Иногда холодные осенние ветры стихали, уступая место запоздалой бабьей осени. Период умиротворяющего затишья и томной прелести перед неминуемым увяданием. Лёгкая зыбь дрожала на холодной поверности воды, небо было прозрачно-голубым и неумолимо далёким.
Агрипина Старшая сидела на корме триремы, глядя в пространство невидящим взглядом. Лёгкий ветер развевал чёрные волосы матроны, уже не уложенные в замысловатую причёску. Бледное осунувшееся лицо походило на алебастровую маску. И на этом отяжелевшем, опухшем лице ещё бульшими казались чёрные немигающие глаза, обведённые синюшными тенями. Агрипина сидела неподвижно, вся в чёрном, словно вырезанная из дерева статуя скорби. Лишь тонкие длинные пальцы, лишённые привычных перстней, время от времени судорожно поглаживали серебрянно-чёрную урну с прахом Германика.

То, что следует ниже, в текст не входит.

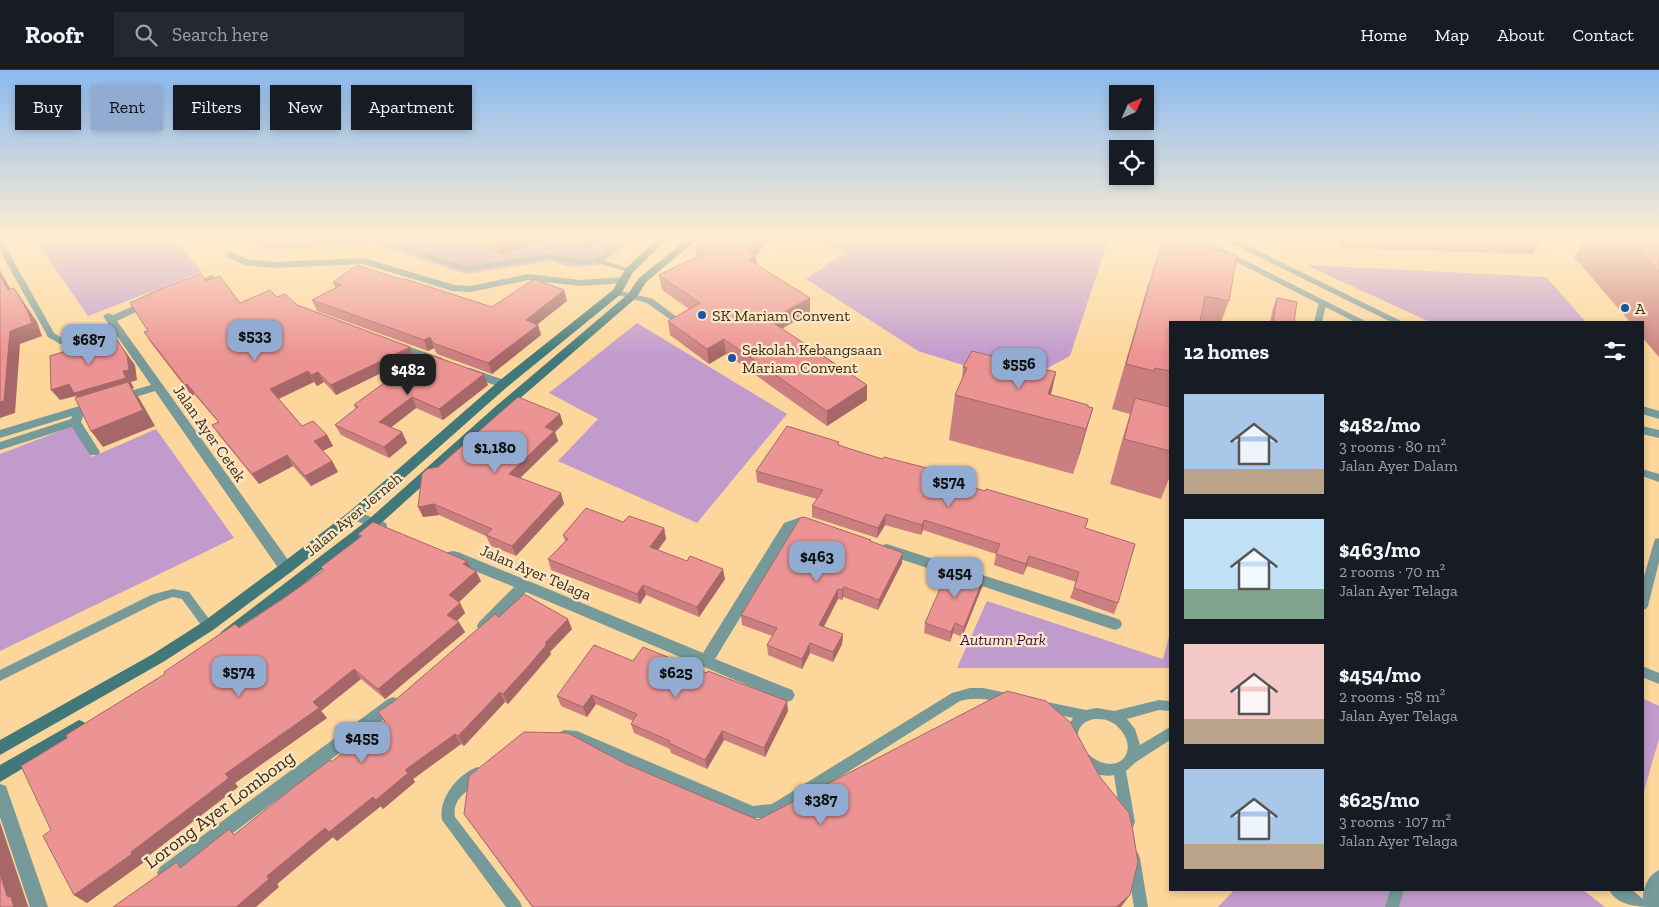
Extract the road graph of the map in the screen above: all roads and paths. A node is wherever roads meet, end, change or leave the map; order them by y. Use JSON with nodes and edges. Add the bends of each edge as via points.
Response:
{"nodes":[{"id":1,"x":18,"y":276,"type":"edge"},
{"id":2,"x":414,"y":276,"type":"edge"},
{"id":3,"x":620,"y":276,"type":"edge"},
{"id":4,"x":625,"y":276,"type":"edge"},
{"id":5,"x":647,"y":276,"type":"edge"},
{"id":6,"x":1267,"y":276,"type":"edge"},
{"id":7,"x":1303,"y":276,"type":"edge"},
{"id":8,"x":212,"y":278,"type":"edge"},
{"id":9,"x":179,"y":290,"type":"edge"},
{"id":10,"x":617,"y":292,"type":"junction"},
{"id":11,"x":632,"y":296,"type":"junction"},
{"id":12,"x":155,"y":299,"type":"edge"},
{"id":13,"x":1322,"y":304,"type":"junction"},
{"id":14,"x":111,"y":320,"type":"junction"},
{"id":15,"x":678,"y":321,"type":"edge"},
{"id":16,"x":1318,"y":321,"type":"edge"},
{"id":17,"x":1360,"y":321,"type":"edge"},
{"id":18,"x":1396,"y":321,"type":"edge"},
{"id":19,"x":382,"y":340,"type":"edge"},
{"id":20,"x":503,"y":384,"type":"junction"},
{"id":21,"x":157,"y":386,"type":"junction"},
{"id":22,"x":81,"y":410,"type":"junction"},
{"id":23,"x":1644,"y":411,"type":"edge"},
{"id":24,"x":1659,"y":415,"type":"edge"},
{"id":25,"x":75,"y":422,"type":"junction"},
{"id":26,"x":1644,"y":430,"type":"edge"},
{"id":27,"x":0,"y":434,"type":"edge"},
{"id":28,"x":1659,"y":434,"type":"edge"},
{"id":29,"x":0,"y":446,"type":"edge"},
{"id":30,"x":94,"y":452,"type":"dead end"},
{"id":31,"x":1644,"y":473,"type":"edge"},
{"id":32,"x":1659,"y":478,"type":"edge"},
{"id":33,"x":354,"y":515,"type":"junction"},
{"id":34,"x":373,"y":523,"type":"junction"},
{"id":35,"x":823,"y":528,"type":"edge"},
{"id":36,"x":390,"y":530,"type":"edge"},
{"id":37,"x":1659,"y":542,"type":"edge"},
{"id":38,"x":870,"y":543,"type":"edge"},
{"id":39,"x":444,"y":552,"type":"edge"},
{"id":40,"x":286,"y":568,"type":"junction"},
{"id":41,"x":524,"y":586,"type":"junction"},
{"id":42,"x":1644,"y":598,"type":"edge"},
{"id":43,"x":1115,"y":624,"type":"dead end"},
{"id":44,"x":208,"y":626,"type":"junction"},
{"id":45,"x":470,"y":638,"type":"edge"},
{"id":46,"x":213,"y":646,"type":"edge"},
{"id":47,"x":706,"y":661,"type":"junction"},
{"id":48,"x":1644,"y":672,"type":"edge"},
{"id":49,"x":0,"y":676,"type":"edge"},
{"id":50,"x":1659,"y":679,"type":"edge"},
{"id":51,"x":405,"y":694,"type":"edge"},
{"id":52,"x":788,"y":695,"type":"dead end"},
{"id":53,"x":1169,"y":706,"type":"edge"},
{"id":54,"x":1084,"y":715,"type":"junction"},
{"id":55,"x":1114,"y":717,"type":"junction"},
{"id":56,"x":92,"y":720,"type":"edge"},
{"id":57,"x":1169,"y":734,"type":"edge"},
{"id":58,"x":550,"y":737,"type":"edge"},
{"id":59,"x":0,"y":748,"type":"edge"},
{"id":60,"x":1133,"y":757,"type":"junction"},
{"id":61,"x":484,"y":767,"type":"edge"},
{"id":62,"x":1120,"y":768,"type":"junction"},
{"id":63,"x":0,"y":774,"type":"edge"},
{"id":64,"x":0,"y":792,"type":"edge"},
{"id":65,"x":1652,"y":880,"type":"edge"},
{"id":66,"x":150,"y":884,"type":"edge"},
{"id":67,"x":1397,"y":891,"type":"edge"},
{"id":68,"x":1619,"y":891,"type":"edge"},
{"id":69,"x":40,"y":907,"type":"edge"},
{"id":70,"x":515,"y":907,"type":"edge"},
{"id":71,"x":1141,"y":907,"type":"edge"},
{"id":72,"x":1392,"y":907,"type":"edge"},
{"id":73,"x":1640,"y":907,"type":"edge"},
{"id":74,"x":1652,"y":907,"type":"edge"}],
"edges":[{"from":1,"to":14,"type":"lane","via":[[51,335],[60,341],[78,339]]},
{"from":2,"to":3,"type":"street","via":[[453,288],[470,289],[528,277],[580,283]]},
{"from":4,"to":10,"type":"main road","name":"Jalan Ayer Jerneh"},
{"from":5,"to":11,"type":"main road","name":"Jalan Ayer Jerneh"},
{"from":6,"to":13,"type":"street"},
{"from":7,"to":18,"type":"street"},
{"from":8,"to":9,"type":"street"},
{"from":10,"to":11,"type":"lane"},
{"from":10,"to":20,"type":"main road","name":"Jalan Ayer Jerneh"},
{"from":11,"to":15,"type":"lane","via":[[650,301]]},
{"from":11,"to":34,"type":"main road","name":"Jalan Ayer Jerneh"},
{"from":12,"to":14,"type":"street"},
{"from":13,"to":16,"type":"lane"},
{"from":13,"to":17,"type":"street"},
{"from":14,"to":21,"type":"street","name":"Jalan Ayer Cetek"},
{"from":19,"to":20,"type":"street"},
{"from":20,"to":33,"type":"main road","name":"Jalan Ayer Jerneh"},
{"from":21,"to":22,"type":"street"},
{"from":21,"to":40,"type":"street","name":"Jalan Ayer Cetek"},
{"from":22,"to":25,"type":"street"},
{"from":22,"to":27,"type":"street"},
{"from":23,"to":24,"type":"street"},
{"from":25,"to":29,"type":"street"},
{"from":25,"to":30,"type":"street"},
{"from":26,"to":28,"type":"street"},
{"from":31,"to":32,"type":"lane"},
{"from":33,"to":34,"type":"street"},
{"from":33,"to":40,"type":"main road","name":"Jalan Ayer Jerneh"},
{"from":34,"to":36,"type":"street"},
{"from":34,"to":46,"type":"main road","name":"Jalan Ayer Jerneh"},
{"from":35,"to":47,"type":"street","via":[[804,522],[789,526]]},
{"from":37,"to":42,"type":"lane"},
{"from":38,"to":43,"type":"street"},
{"from":39,"to":41,"type":"street","name":"Jalan Ayer Telaga"},
{"from":40,"to":44,"type":"main road","name":"Jalan Ayer Jerneh"},
{"from":41,"to":45,"type":"street"},
{"from":41,"to":47,"type":"street","name":"Jalan Ayer Telaga"},
{"from":44,"to":49,"type":"lane","via":[[185,595],[173,593],[156,598]]},
{"from":44,"to":59,"type":"main road","name":"Jalan Ayer Jerneh"},
{"from":47,"to":52,"type":"street","name":"Jalan Ayer Telaga"},
{"from":48,"to":50,"type":"lane"},
{"from":51,"to":66,"type":"street","name":"Lorong Ayer Lombong"},
{"from":53,"to":55,"type":"lane","via":[[1159,705]]},
{"from":54,"to":55,"type":"lane","via":[[1103,713]]},
{"from":54,"to":58,"type":"lane","via":[[969,692],[775,810],[766,812],[753,812],[577,737]]},
{"from":54,"to":62,"type":"lane","via":[[1072,729],[1077,752],[1089,764],[1100,769]]},
{"from":55,"to":60,"type":"lane","via":[[1123,723],[1134,739]]},
{"from":56,"to":63,"type":"main road"},
{"from":57,"to":60,"type":"lane"},
{"from":60,"to":62,"type":"lane"},
{"from":61,"to":70,"type":"lane","via":[[449,800],[445,810],[448,820]]},
{"from":62,"to":71,"type":"lane"},
{"from":64,"to":69,"type":"street"},
{"from":65,"to":74,"type":"street"},
{"from":67,"to":72,"type":"lane"},
{"from":68,"to":73,"type":"street"}]}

И тогда по каменному лицу Агриппины стекали солёные слезы, изъедая толстый слой белил.
V
Когда императору Тиберию доложили о смерти племянника, он необычайно возрадовался в душе. Тиберий с удовольствием бросил бы пару золотых монет легионеру, доставившему печальное известие из Антиохии. Однако, обычай и осторожность требовали, чтобы император впал в отчаяние и наказал вестника смерти.
— Прочь отсюда, негодяй! — безумно вращая мутно-зелёными зрачками, завизжал Тиберий. — Как смеешь ты столь бесстрастно сообщать мне о несчастии, постигшем Рим?! О, горе! Возлюбленный сын мой, Германик, покинул меня и ушёл в царство теней!..

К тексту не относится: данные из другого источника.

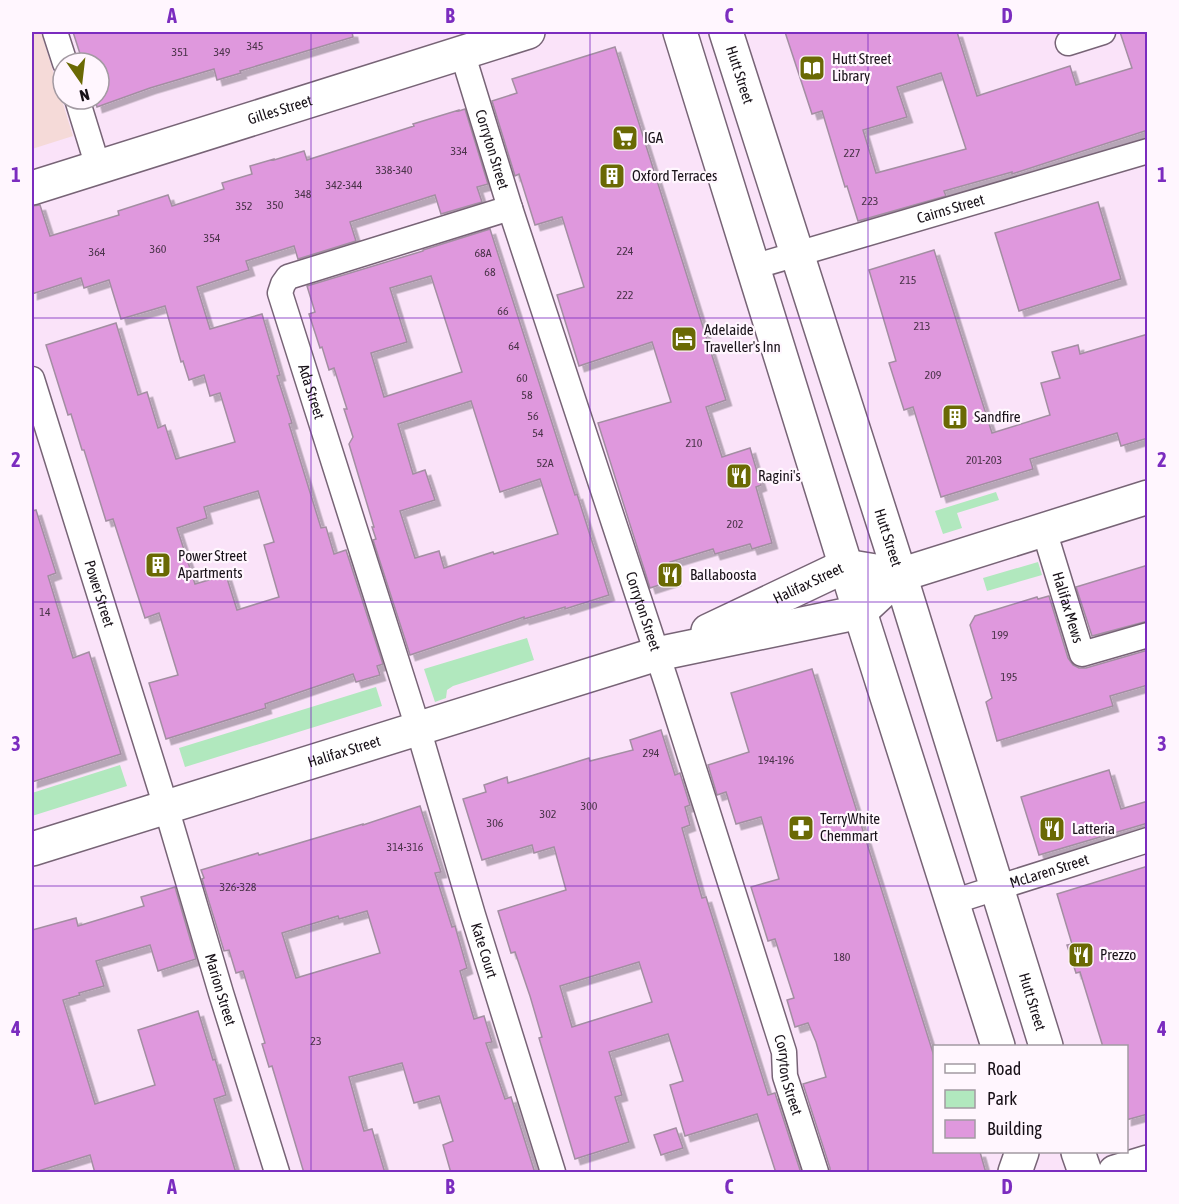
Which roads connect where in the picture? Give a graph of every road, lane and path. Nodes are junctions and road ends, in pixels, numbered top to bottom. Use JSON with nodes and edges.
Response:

Тиберий добросовестно рвал на себе остатки жидких волос. Громко сетуя о кончине Германика, цезарь катался по мозаичному полу. Он шумно выл и плакал, а ошеломлённые рабы и преторианцы цепенели, безмолвно взирая на глубокую скорбь императора.

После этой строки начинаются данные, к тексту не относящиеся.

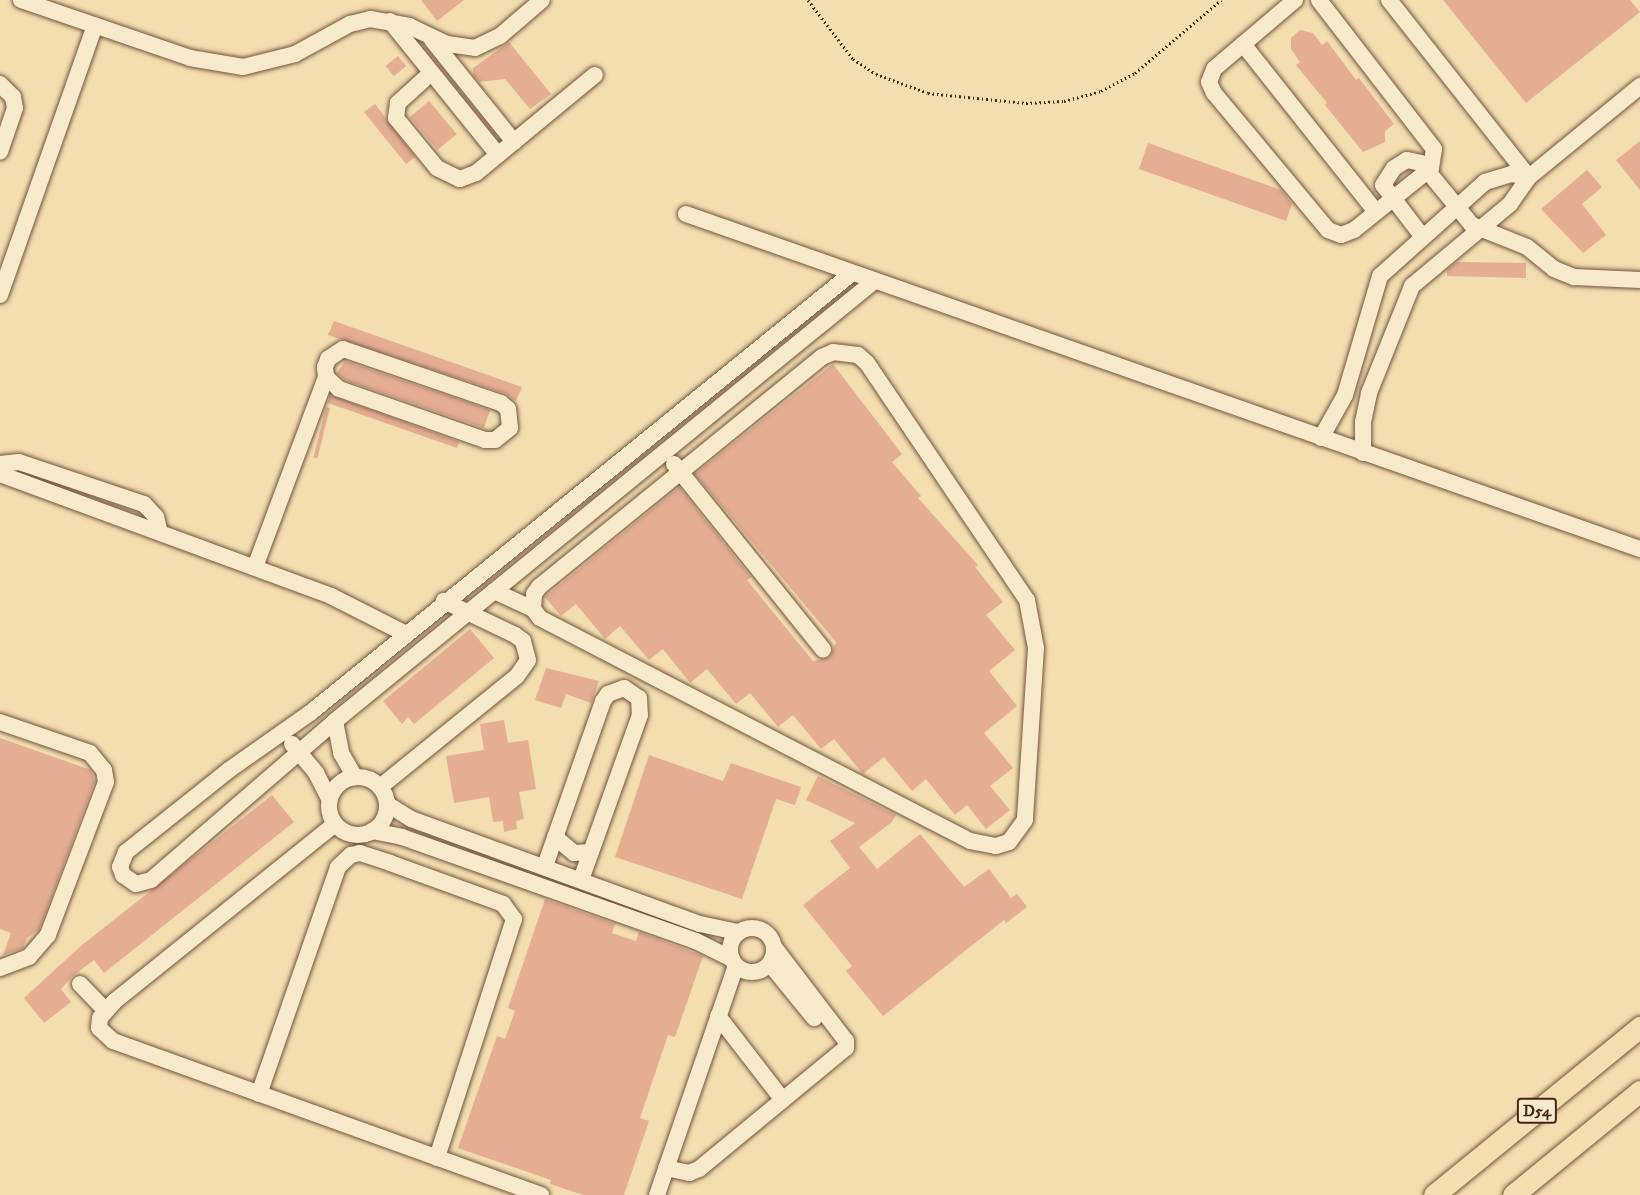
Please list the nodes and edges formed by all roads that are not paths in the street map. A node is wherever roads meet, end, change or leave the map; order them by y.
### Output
1 (21, 0) edge
2 (542, 0) edge
3 (1296, 0) edge
4 (1319, 0) edge
5 (1389, 0) edge
6 (390, 21) junction
7 (95, 25) junction
8 (427, 33) junction
9 (1243, 44) junction
10 (431, 73) junction
11 (595, 75) dead end
12 (0, 84) edge
13 (1640, 86) edge
14 (513, 142) junction
15 (0, 152) edge
16 (498, 154) junction
17 (1428, 170) junction
18 (1529, 177) junction
19 (1392, 200) junction
20 (1457, 206) junction
21 (1376, 212) junction
22 (686, 214) dead end
23 (1480, 229) junction
24 (1422, 236) junction
25 (851, 274) junction
26 (1640, 280) edge
27 (873, 282) junction
28 (0, 295) edge
29 (1364, 325) junction
30 (783, 326) junction
31 (1392, 334) junction
32 (796, 344) junction
33 (326, 377) junction
34 (651, 435) junction
35 (1321, 438) junction
36 (665, 453) junction
37 (1363, 453) junction
38 (0, 464) edge
39 (680, 472) junction
40 (0, 474) edge
41 (160, 533) junction
42 (1640, 549) edge
43 (255, 567) junction
44 (494, 591) junction
45 (444, 601) junction
46 (533, 609) junction
47 (469, 613) junction
48 (406, 634) junction
49 (823, 649) dead end
50 (335, 721) junction
51 (0, 722) edge
52 (282, 733) junction
53 (299, 752) junction
54 (355, 777) junction
55 (380, 787) junction
56 (330, 800) junction
57 (387, 804) junction
58 (335, 824) junction
59 (372, 831) junction
60 (555, 837) junction
61 (442, 851) junction
62 (591, 852) junction
63 (545, 866) junction
64 (433, 878) junction
65 (581, 880) junction
66 (739, 933) junction
67 (775, 948) junction
68 (734, 962) junction
69 (770, 964) junction
70 (0, 968) edge
71 (80, 984) dead end
72 (105, 1010) junction
73 (718, 1017) junction
74 (814, 1018) dead end
75 (1640, 1027) edge
76 (1640, 1091) edge
77 (259, 1094) junction
78 (783, 1100) junction
79 (436, 1158) junction
80 (666, 1168) junction
81 (541, 1195) edge
82 (657, 1195) edge
83 (1434, 1195) edge
84 (1513, 1195) edge

1 - 7 street
2 - 8 street
3 - 9 street
4 - 17 street
5 - 18 street
6 - 7 street
6 - 8 street
6 - 10 street
7 - 28 street
8 - 14 street
9 - 21 street
9 - 21 street
10 - 16 street
10 - 16 street
11 - 14 street
12 - 15 street
13 - 18 street
14 - 16 street
17 - 19 street
17 - 19 street
17 - 20 street
18 - 20 street
18 - 23 street
19 - 21 street
19 - 24 street
20 - 23 street
20 - 24 street
22 - 25 street
23 - 26 street
23 - 31 street
24 - 29 street
25 - 27 street
25 - 30 street
27 - 32 street
27 - 35 street
29 - 31 street
29 - 35 street
30 - 32 street
30 - 34 street
31 - 37 street
32 - 36 street
33 - 33 street
33 - 43 street
34 - 36 street
34 - 45 street
35 - 37 street
36 - 39 street
36 - 44 street
37 - 42 street
38 - 41 street
39 - 46 street
39 - 46 street
39 - 49 street
40 - 41 street
41 - 43 street
43 - 48 street
44 - 46 street
44 - 47 street
45 - 47 street
45 - 48 street
47 - 50 street
47 - 55 street
48 - 52 street
50 - 53 street
50 - 54 street
51 - 70 street
52 - 53 street
52 - 53 street
53 - 56 street
54 - 55 street
54 - 56 street
55 - 57 street
56 - 58 street
57 - 59 street
57 - 63 street
58 - 59 street
58 - 72 street
59 - 61 street
60 - 62 street
60 - 62 street
60 - 63 street
61 - 64 street
61 - 68 street
62 - 65 street
63 - 65 street
64 - 77 street
64 - 79 street
65 - 66 street
66 - 67 street
66 - 68 street
67 - 69 street
67 - 78 street
68 - 69 street
68 - 73 street
69 - 74 street
71 - 72 street
72 - 77 street
73 - 78 street
73 - 80 street
75 - 83 main road, D54
76 - 84 main road, D54
77 - 79 street
78 - 80 street
79 - 81 street
80 - 82 street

Побесновавшись немного, Тиберий решил, что уже достаточно показал отчаяние и скорбь, и успокоился. Дрожащим голосом, то и дело захлёбываясь всхлипами, он велел назначить на следующий день заседание Сената.
Сославшись на опустошённость, вызванную известием об утрате, Тиберий лёг в постель на удивление рано. Безмолвные рабы опустили тяжёлые парчовые занавеси у императорского ложа. В углу мягко мерцал ароматный светильник. За стеной едва слышно позвякивали мечи преторианцев, охраняющих покой императора.
Свернувшись под мягким покрывалом, Тиберий наконец дал волю эмоциям и беззвучно рассмеялся. Император был стар, но тем сильнее ему хотелось жить. Тем сильнее хотелось Тиберию провести последние годы жизни в удовольствиях, насытить до отвала жадное до всяческих наслаждений старческое тело. И пусть песни красивых невольниц и безудержный звон сестерциев заглушат голос совести и ропот неудовольствия извне!..
А Германик, пока был жив, мешал цезарю Тиберию жить. Лицо полководца слишком походило на скульптурные портреты былых трибунов республиканского Рима — гордое и волевое. Лицо человека, презирающего порок. И в этом лице Тиберий вечно читал упрёк и пренебрежение. И хотя Германик молчал, уважая в императоре высочайшую власть, но на запутанных улочках Рима давно раздавались голоса в пользу Германика и против Тиберия.
Вспомнив об этом, Тиберий захлебнулся смехом. Оскорблённое самолюбие снова напомнило о себе, и цезарь, не покидая тепло покрывала, злобно грозил кулаками в темноту и посылал проклятия Германику. А затем с облегчением вспоминал, что Германик — мёртв, и снова торжествующе смеялся.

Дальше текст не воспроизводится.